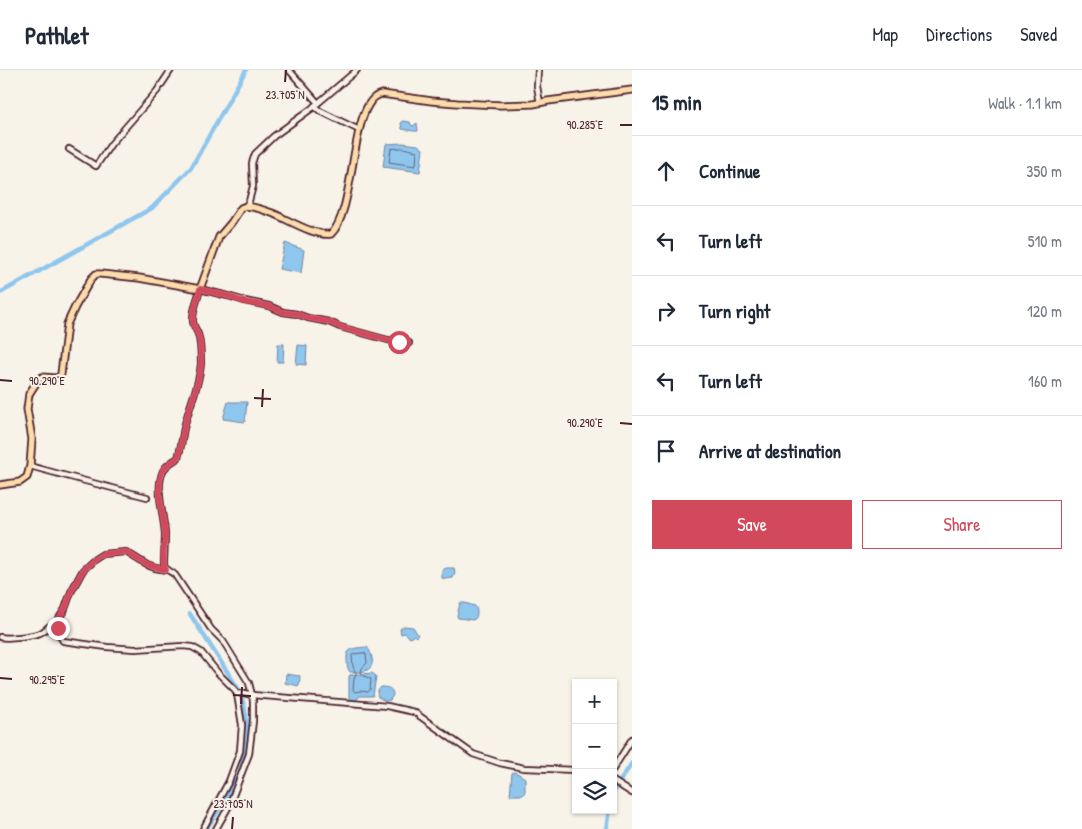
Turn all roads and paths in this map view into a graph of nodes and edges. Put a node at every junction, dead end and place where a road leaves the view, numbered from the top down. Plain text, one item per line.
1 (170, 70) edge
2 (289, 70) edge
3 (357, 70) edge
4 (538, 70) edge
5 (632, 90) edge
6 (318, 102) junction
7 (540, 103) junction
8 (314, 106) junction
9 (359, 130) junction
10 (69, 149) dead end
11 (246, 206) junction
12 (200, 289) junction
13 (409, 343) dead end
14 (30, 466) junction
15 (0, 485) edge
16 (147, 497) dead end
17 (166, 570) junction
18 (54, 626) junction
19 (0, 637) edge
20 (240, 693) junction
21 (252, 695) junction
22 (632, 738) edge
23 (617, 762) edge
24 (572, 770) edge
25 (617, 784) edge
26 (632, 794) edge
27 (203, 829) edge
28 (216, 829) edge

1 - 10 street
2 - 6 street
3 - 6 street
4 - 7 street
5 - 7 main road
6 - 8 street
7 - 9 main road
8 - 9 street
8 - 11 street
9 - 11 main road
11 - 12 main road
12 - 13 street
12 - 14 main road
12 - 17 street
14 - 15 main road
14 - 16 street
17 - 18 street
17 - 21 street
18 - 19 street
18 - 20 street
20 - 21 street
20 - 27 street
21 - 24 street
21 - 28 street
22 - 23 street
25 - 26 street

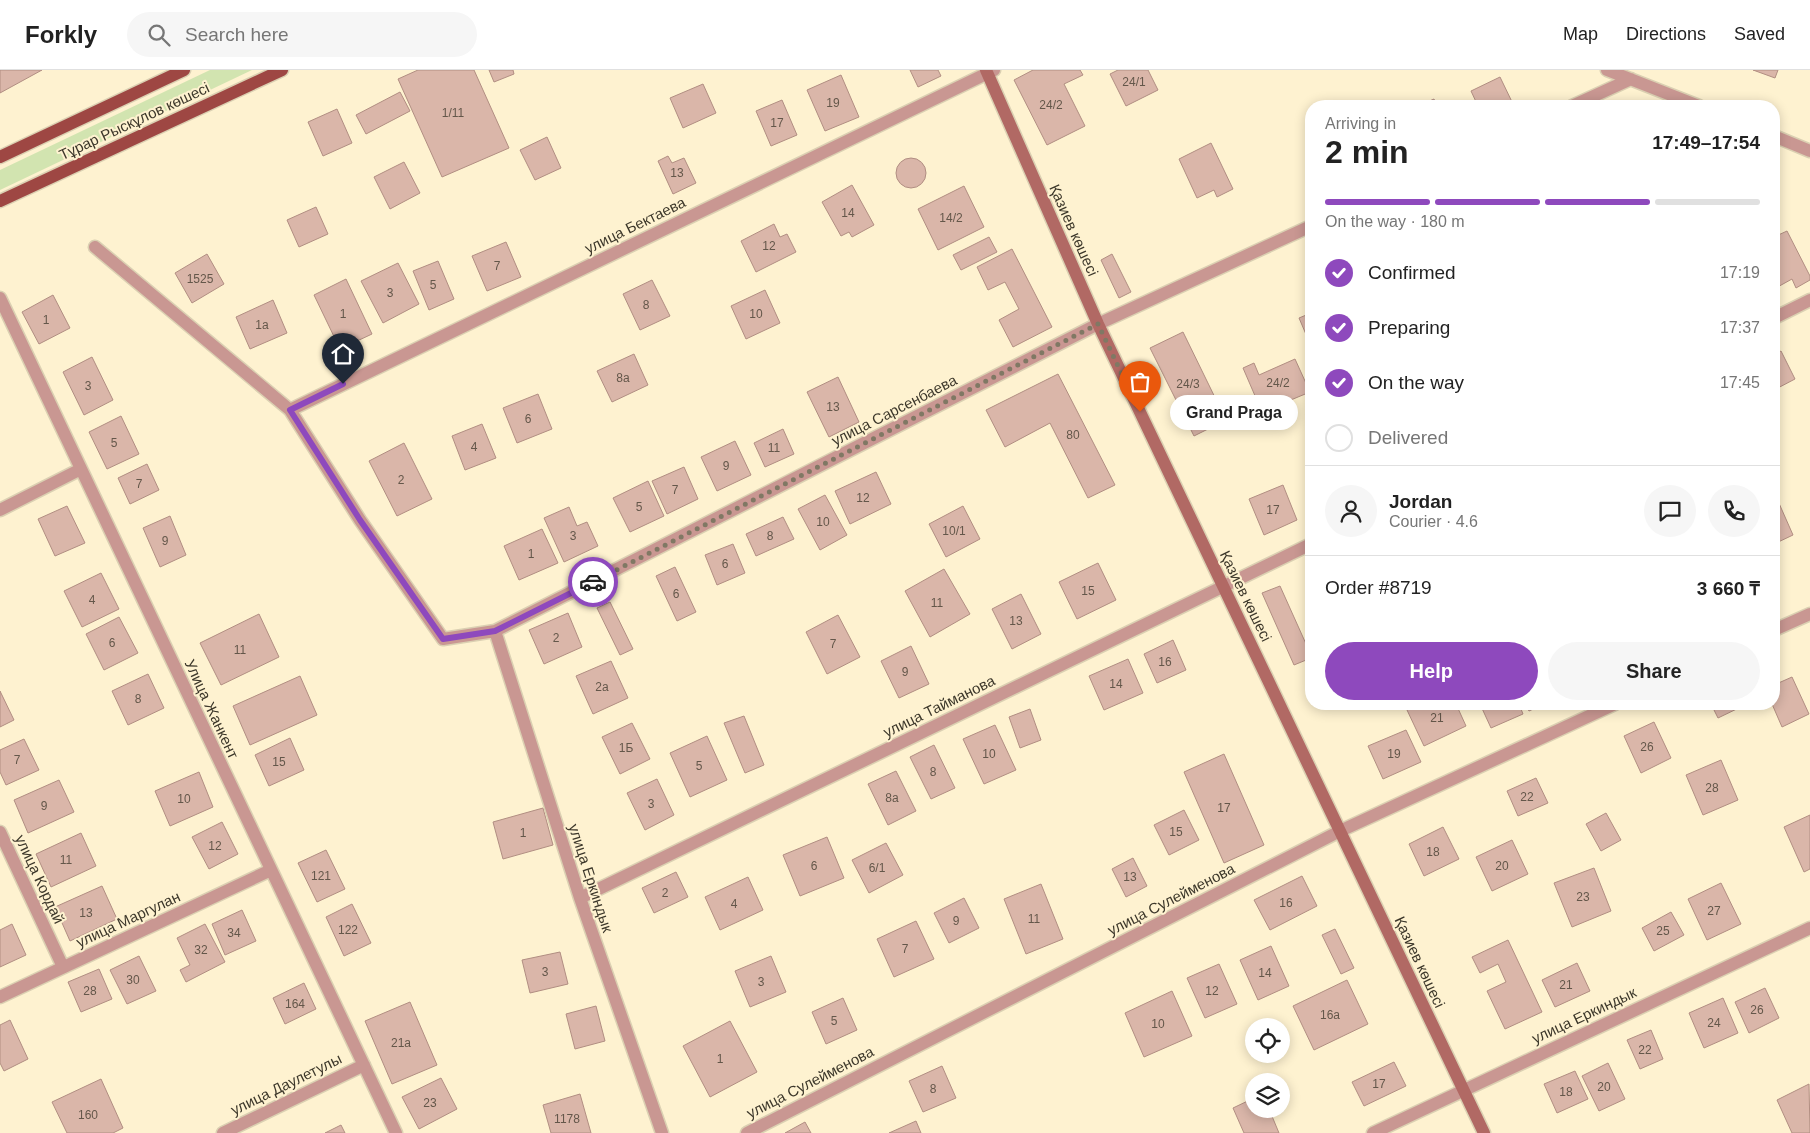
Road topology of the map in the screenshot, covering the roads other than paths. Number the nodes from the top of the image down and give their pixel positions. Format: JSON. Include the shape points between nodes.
{"nodes":[{"id":1,"x":182,"y":70,"type":"edge"},
{"id":2,"x":282,"y":70,"type":"edge"},
{"id":3,"x":1607,"y":70,"type":"edge"},
{"id":4,"x":989,"y":71,"type":"edge"},
{"id":5,"x":1631,"y":79,"type":"junction"},
{"id":6,"x":1585,"y":100,"type":"edge"},
{"id":7,"x":1684,"y":100,"type":"edge"},
{"id":8,"x":1780,"y":138,"type":"edge"},
{"id":9,"x":1810,"y":151,"type":"edge"},
{"id":10,"x":0,"y":157,"type":"edge"},
{"id":11,"x":0,"y":201,"type":"edge"},
{"id":12,"x":1305,"y":229,"type":"edge"},
{"id":13,"x":95,"y":247,"type":"dead end"},
{"id":14,"x":0,"y":298,"type":"edge"},
{"id":15,"x":1810,"y":300,"type":"edge"},
{"id":16,"x":1780,"y":315,"type":"edge"},
{"id":17,"x":1098,"y":324,"type":"junction"},
{"id":18,"x":290,"y":410,"type":"junction"},
{"id":19,"x":81,"y":469,"type":"junction"},
{"id":20,"x":0,"y":510,"type":"edge"},
{"id":21,"x":1305,"y":547,"type":"edge"},
{"id":22,"x":1223,"y":587,"type":"junction"},
{"id":23,"x":1810,"y":614,"type":"edge"},
{"id":24,"x":1780,"y":627,"type":"edge"},
{"id":25,"x":495,"y":631,"type":"junction"},
{"id":26,"x":1602,"y":710,"type":"edge"},
{"id":27,"x":1340,"y":831,"type":"junction"},
{"id":28,"x":0,"y":832,"type":"edge"},
{"id":29,"x":271,"y":870,"type":"junction"},
{"id":30,"x":580,"y":898,"type":"junction"},
{"id":31,"x":1810,"y":928,"type":"edge"},
{"id":32,"x":63,"y":967,"type":"junction"},
{"id":33,"x":0,"y":997,"type":"edge"},
{"id":34,"x":364,"y":1064,"type":"junction"},
{"id":35,"x":1463,"y":1090,"type":"junction"},
{"id":36,"x":223,"y":1133,"type":"edge"},
{"id":37,"x":396,"y":1133,"type":"edge"},
{"id":38,"x":662,"y":1133,"type":"edge"},
{"id":39,"x":747,"y":1133,"type":"edge"},
{"id":40,"x":1373,"y":1133,"type":"edge"},
{"id":41,"x":1484,"y":1133,"type":"edge"}],
"edges":[{"from":1,"to":10,"type":"main road","name":"Тұрар Рыскұлов көшесі"},
{"from":2,"to":11,"type":"main road","name":"Тұрар Рыскұлов көшесі"},
{"from":3,"to":5,"type":"street"},
{"from":4,"to":17,"type":"street","name":"Қазиев көшесі"},
{"from":4,"to":18,"type":"street","name":"улица Бектаева"},
{"from":5,"to":6,"type":"street"},
{"from":5,"to":7,"type":"street"},
{"from":8,"to":9,"type":"street"},
{"from":12,"to":17,"type":"street","name":"улица Сарсенбаева"},
{"from":13,"to":18,"type":"street"},
{"from":14,"to":19,"type":"street","name":"Улица Жанкент"},
{"from":15,"to":16,"type":"street"},
{"from":17,"to":22,"type":"street","name":"Қазиев көшесі"},
{"from":17,"to":25,"type":"street","name":"улица Сарсенбаева"},
{"from":18,"to":25,"type":"street","name":"улица Сарсенбаева","via":[[360,520],[443,639]]},
{"from":19,"to":20,"type":"street"},
{"from":19,"to":29,"type":"street","name":"Улица Жанкент"},
{"from":21,"to":22,"type":"street","name":"улица Тайманова"},
{"from":22,"to":27,"type":"street","name":"Қазиев көшесі"},
{"from":22,"to":30,"type":"street","name":"улица Тайманова"},
{"from":23,"to":24,"type":"street"},
{"from":25,"to":30,"type":"street","name":"улица Еркиндык"},
{"from":26,"to":27,"type":"street","name":"улица Сулейменова"},
{"from":27,"to":35,"type":"street","name":"Қазиев көшесі"},
{"from":27,"to":39,"type":"street","name":"улица Сулейменова"},
{"from":28,"to":32,"type":"street","name":"улица Кордай"},
{"from":29,"to":32,"type":"street","name":"улица Маргулан"},
{"from":29,"to":34,"type":"street","name":"Улица Жанкент"},
{"from":30,"to":38,"type":"street","name":"улица Еркиндык"},
{"from":31,"to":35,"type":"street","name":"улица Еркиндык"},
{"from":32,"to":33,"type":"street","name":"улица Маргулан"},
{"from":34,"to":36,"type":"street","name":"улица Даулетулы"},
{"from":34,"to":37,"type":"street","name":"Улица Жанкент"},
{"from":35,"to":40,"type":"street","name":"улица Еркиндык"},
{"from":35,"to":41,"type":"street","name":"Қазиев көшесі"}]}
################
- _Task statement_
If a line in the entries above contains "Қазиев", report it.

- _Solution to the exercise_
{"from":4,"to":17,"type":"street","name":"Қазиев көшесі"},
{"from":17,"to":22,"type":"street","name":"Қазиев көшесі"},
{"from":22,"to":27,"type":"street","name":"Қазиев көшесі"},
{"from":27,"to":35,"type":"street","name":"Қазиев көшесі"},
{"from":35,"to":41,"type":"street","name":"Қазиев көшесі"}]}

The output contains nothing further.